» **HOW TO COMPLETE THIS TASK**: Return the full set of entries exactly. Omit none.

Saved entries
▼

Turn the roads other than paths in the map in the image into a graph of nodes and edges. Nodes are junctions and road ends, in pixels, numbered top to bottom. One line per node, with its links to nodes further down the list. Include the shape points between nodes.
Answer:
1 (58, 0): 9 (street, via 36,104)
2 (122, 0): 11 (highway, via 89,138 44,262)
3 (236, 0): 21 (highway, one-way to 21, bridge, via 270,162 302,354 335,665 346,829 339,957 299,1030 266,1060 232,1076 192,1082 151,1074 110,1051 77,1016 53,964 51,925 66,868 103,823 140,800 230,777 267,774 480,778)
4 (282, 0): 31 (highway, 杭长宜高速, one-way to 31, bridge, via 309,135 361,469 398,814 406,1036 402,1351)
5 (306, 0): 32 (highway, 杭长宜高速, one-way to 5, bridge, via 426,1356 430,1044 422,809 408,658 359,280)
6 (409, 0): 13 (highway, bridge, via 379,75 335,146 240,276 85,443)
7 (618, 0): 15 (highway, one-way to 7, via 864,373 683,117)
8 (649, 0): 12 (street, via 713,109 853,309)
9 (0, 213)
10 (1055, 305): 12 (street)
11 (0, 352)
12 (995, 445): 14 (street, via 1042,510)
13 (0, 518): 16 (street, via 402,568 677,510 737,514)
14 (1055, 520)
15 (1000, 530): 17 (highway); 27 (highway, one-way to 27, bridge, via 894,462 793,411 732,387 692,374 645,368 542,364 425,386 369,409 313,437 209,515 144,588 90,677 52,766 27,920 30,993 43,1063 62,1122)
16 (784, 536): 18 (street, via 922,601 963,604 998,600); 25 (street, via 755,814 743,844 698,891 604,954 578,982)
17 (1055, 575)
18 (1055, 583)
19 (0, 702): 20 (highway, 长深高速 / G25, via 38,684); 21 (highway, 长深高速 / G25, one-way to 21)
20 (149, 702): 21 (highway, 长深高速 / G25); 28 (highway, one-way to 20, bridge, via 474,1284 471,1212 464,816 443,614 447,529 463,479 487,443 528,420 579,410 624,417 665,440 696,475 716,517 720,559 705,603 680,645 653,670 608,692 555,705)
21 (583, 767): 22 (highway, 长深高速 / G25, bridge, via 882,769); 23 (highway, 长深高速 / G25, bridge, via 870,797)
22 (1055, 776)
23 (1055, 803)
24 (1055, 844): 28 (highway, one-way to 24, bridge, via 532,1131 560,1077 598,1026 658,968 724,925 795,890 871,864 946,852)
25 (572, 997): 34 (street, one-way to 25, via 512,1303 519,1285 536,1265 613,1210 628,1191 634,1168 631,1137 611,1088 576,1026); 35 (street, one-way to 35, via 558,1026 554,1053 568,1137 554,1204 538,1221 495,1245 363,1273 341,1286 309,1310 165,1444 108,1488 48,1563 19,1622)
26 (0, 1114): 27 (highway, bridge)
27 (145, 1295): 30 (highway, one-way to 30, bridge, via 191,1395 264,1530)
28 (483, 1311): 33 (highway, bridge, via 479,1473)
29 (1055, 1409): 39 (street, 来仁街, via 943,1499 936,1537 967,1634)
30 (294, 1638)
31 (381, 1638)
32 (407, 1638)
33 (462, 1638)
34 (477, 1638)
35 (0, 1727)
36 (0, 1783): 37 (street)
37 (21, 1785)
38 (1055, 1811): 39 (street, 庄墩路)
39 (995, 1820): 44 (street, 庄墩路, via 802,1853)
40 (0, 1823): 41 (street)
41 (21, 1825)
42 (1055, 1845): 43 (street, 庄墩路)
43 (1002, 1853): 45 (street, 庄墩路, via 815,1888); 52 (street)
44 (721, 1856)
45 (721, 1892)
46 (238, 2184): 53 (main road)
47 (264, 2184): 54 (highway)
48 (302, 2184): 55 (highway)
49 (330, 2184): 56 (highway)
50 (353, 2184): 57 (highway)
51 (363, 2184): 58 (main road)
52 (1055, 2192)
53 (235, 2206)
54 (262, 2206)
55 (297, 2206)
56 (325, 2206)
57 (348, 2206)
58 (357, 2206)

▲

» **OUTPUT OF THE EXERCISE**:
Turn the roads other than paths in the map in the image into a graph of nodes and edges. Nodes are junctions and road ends, in pixels, numbered top to bottom. One line per node, with its links to nodes further down the list. Include the shape points between nodes.
Answer:
1 (58, 0): 9 (street, via 36,104)
2 (122, 0): 11 (highway, via 89,138 44,262)
3 (236, 0): 21 (highway, one-way to 21, bridge, via 270,162 302,354 335,665 346,829 339,957 299,1030 266,1060 232,1076 192,1082 151,1074 110,1051 77,1016 53,964 51,925 66,868 103,823 140,800 230,777 267,774 480,778)
4 (282, 0): 31 (highway, 杭长宜高速, one-way to 31, bridge, via 309,135 361,469 398,814 406,1036 402,1351)
5 (306, 0): 32 (highway, 杭长宜高速, one-way to 5, bridge, via 426,1356 430,1044 422,809 408,658 359,280)
6 (409, 0): 13 (highway, bridge, via 379,75 335,146 240,276 85,443)
7 (618, 0): 15 (highway, one-way to 7, via 864,373 683,117)
8 (649, 0): 12 (street, via 713,109 853,309)
9 (0, 213)
10 (1055, 305): 12 (street)
11 (0, 352)
12 (995, 445): 14 (street, via 1042,510)
13 (0, 518): 16 (street, via 402,568 677,510 737,514)
14 (1055, 520)
15 (1000, 530): 17 (highway); 27 (highway, one-way to 27, bridge, via 894,462 793,411 732,387 692,374 645,368 542,364 425,386 369,409 313,437 209,515 144,588 90,677 52,766 27,920 30,993 43,1063 62,1122)
16 (784, 536): 18 (street, via 922,601 963,604 998,600); 25 (street, via 755,814 743,844 698,891 604,954 578,982)
17 (1055, 575)
18 (1055, 583)
19 (0, 702): 20 (highway, 长深高速 / G25, via 38,684); 21 (highway, 长深高速 / G25, one-way to 21)
20 (149, 702): 21 (highway, 长深高速 / G25); 28 (highway, one-way to 20, bridge, via 474,1284 471,1212 464,816 443,614 447,529 463,479 487,443 528,420 579,410 624,417 665,440 696,475 716,517 720,559 705,603 680,645 653,670 608,692 555,705)
21 (583, 767): 22 (highway, 长深高速 / G25, bridge, via 882,769); 23 (highway, 长深高速 / G25, bridge, via 870,797)
22 (1055, 776)
23 (1055, 803)
24 (1055, 844): 28 (highway, one-way to 24, bridge, via 532,1131 560,1077 598,1026 658,968 724,925 795,890 871,864 946,852)
25 (572, 997): 34 (street, one-way to 25, via 512,1303 519,1285 536,1265 613,1210 628,1191 634,1168 631,1137 611,1088 576,1026); 35 (street, one-way to 35, via 558,1026 554,1053 568,1137 554,1204 538,1221 495,1245 363,1273 341,1286 309,1310 165,1444 108,1488 48,1563 19,1622)
26 (0, 1114): 27 (highway, bridge)
27 (145, 1295): 30 (highway, one-way to 30, bridge, via 191,1395 264,1530)
28 (483, 1311): 33 (highway, bridge, via 479,1473)
29 (1055, 1409): 39 (street, 来仁街, via 943,1499 936,1537 967,1634)
30 (294, 1638)
31 (381, 1638)
32 (407, 1638)
33 (462, 1638)
34 (477, 1638)
35 (0, 1727)
36 (0, 1783): 37 (street)
37 (21, 1785)
38 (1055, 1811): 39 (street, 庄墩路)
39 (995, 1820): 44 (street, 庄墩路, via 802,1853)
40 (0, 1823): 41 (street)
41 (21, 1825)
42 (1055, 1845): 43 (street, 庄墩路)
43 (1002, 1853): 45 (street, 庄墩路, via 815,1888); 52 (street)
44 (721, 1856)
45 (721, 1892)
46 (238, 2184): 53 (main road)
47 (264, 2184): 54 (highway)
48 (302, 2184): 55 (highway)
49 (330, 2184): 56 (highway)
50 (353, 2184): 57 (highway)
51 (363, 2184): 58 (main road)
52 (1055, 2192)
53 (235, 2206)
54 (262, 2206)
55 (297, 2206)
56 (325, 2206)
57 (348, 2206)
58 (357, 2206)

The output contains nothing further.